THE FATHER: ... Paris is becoming a bare field ... And it took just three misguided aldermen, helped by public ignorance, to bring this frightful calamity upon us.
THE SON: Tell me its history, Father.
THE FATHER: It is really quite simple. Under the pretext of establishing three new branches of industry in Paris and of thereby increasing job opportunities for the working classes, these men had the importation of wood, butter, and meat prohibited. They arrogated to themselves the right to provide their fellow citizens with these commodities. First, their prices rose to exorbitant heights. No one was earning enough to afford them, and the small number of those who could obtain some, by spending all their earnings on them, were no longer able to buy anything else. This at once spelled the doom of all the industries in Paris, and the end came all the more quickly as the provinces no longer provided our city with a market for its products. Poverty, death, and emigration began to depopulate Paris.
THE SON: And when is this going to stop?
THE FATHER: When Paris has become a forest and a prairie.
THE SON: The three aldermen must have made a great deal of money.
The time has come to get back to basics.
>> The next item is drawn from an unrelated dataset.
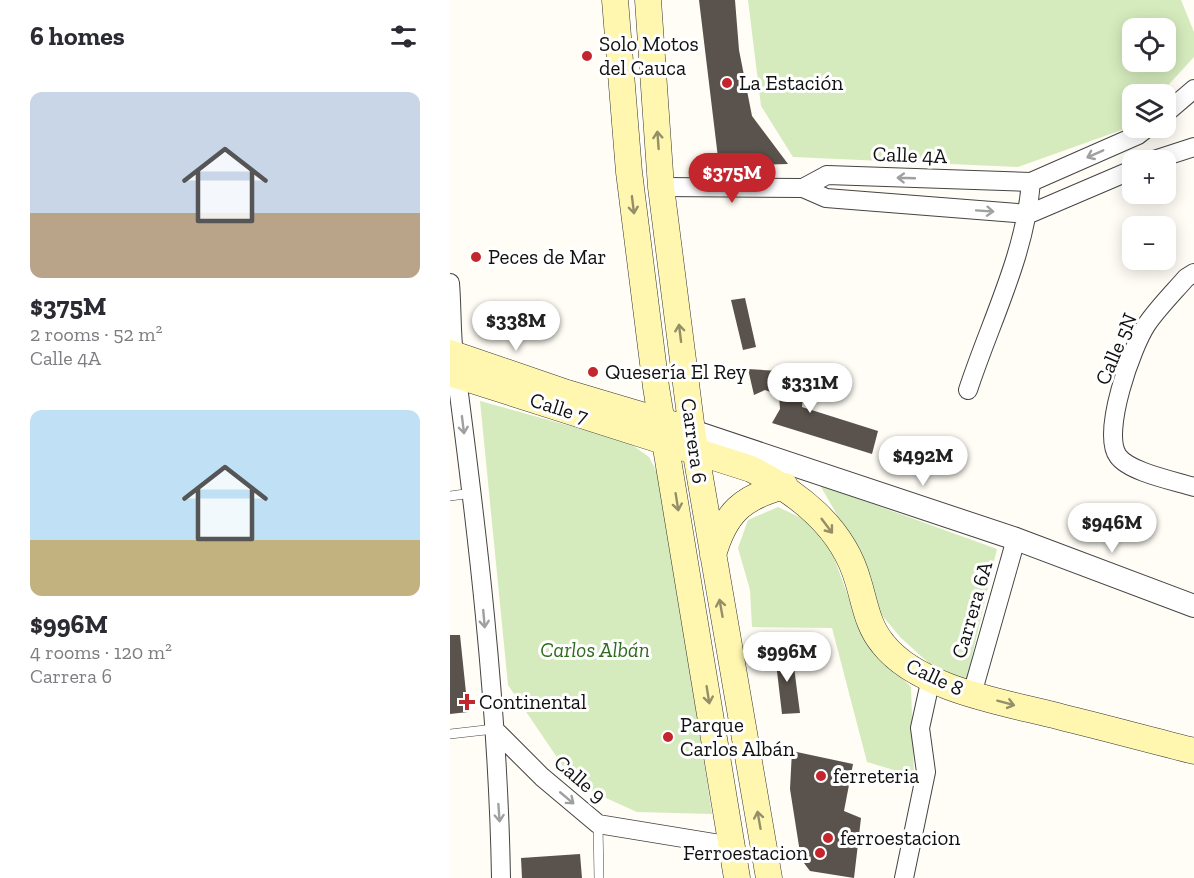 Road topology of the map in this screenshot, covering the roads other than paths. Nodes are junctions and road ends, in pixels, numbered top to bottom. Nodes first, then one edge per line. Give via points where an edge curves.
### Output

Everyone must pay premiums, like in the 60's. Then health care would no longer free. Next, turn the hospitals back over to the private sector and to the nuns, like in the 60's. This gets them out of the politician’s hands and the unions' control and we can start to control costs.
Next we have to get rid of the public only mentality that has rotted the system. Only then can initiatives and new ideas be brought back into this insane and grossly expensive system.
Sean has a legitimate concern. In the USA some states have mandated insurance shall be available regardless of medical condition, some have not. However in -all- states there is Medicare, which covers for everybody. And you can always move, right?
People whine and moan about the free county hospitals being crappy. Compared to the private ones, they are. Compared to Canada, they are pretty average in terms of wait times and services. Maybe a little better.
Nobody goes without unless they can't be bothered to stand in line. Efforts by the DemocRats to find some poor victim raped by The System have so far come up empty, and you just know they turned over every rock looking.
The most knowing and sensible comments here are from those who know what it is like on the 'inside' I must remain anon because I am on the inside too. Throwing more money at the 'system'(as WLM suggested) will not solve any problems. If privatization includes 'balancing the books' like a private company, I'd be all for it. Administration hires administration and nurse's are run off there feet, short staffed. BTW do you think a 4year university grad really wants to dump poop out of a bedpan??There will be a serious shortage of hands-on nurses soon.
lakeshore observer made some good points.
Another area that 'cannot be discussed' do to privacy issue is the abuse of the system at the ER desk. We have what we call 'frequent flyers' who take up funding with expensive tests, dr. and nurse time for the same vague complaints.
Fear of litigation motivates the staff to cover all the bases.Do you think they would stop in so frequently if they had to slap a $20. on the desk?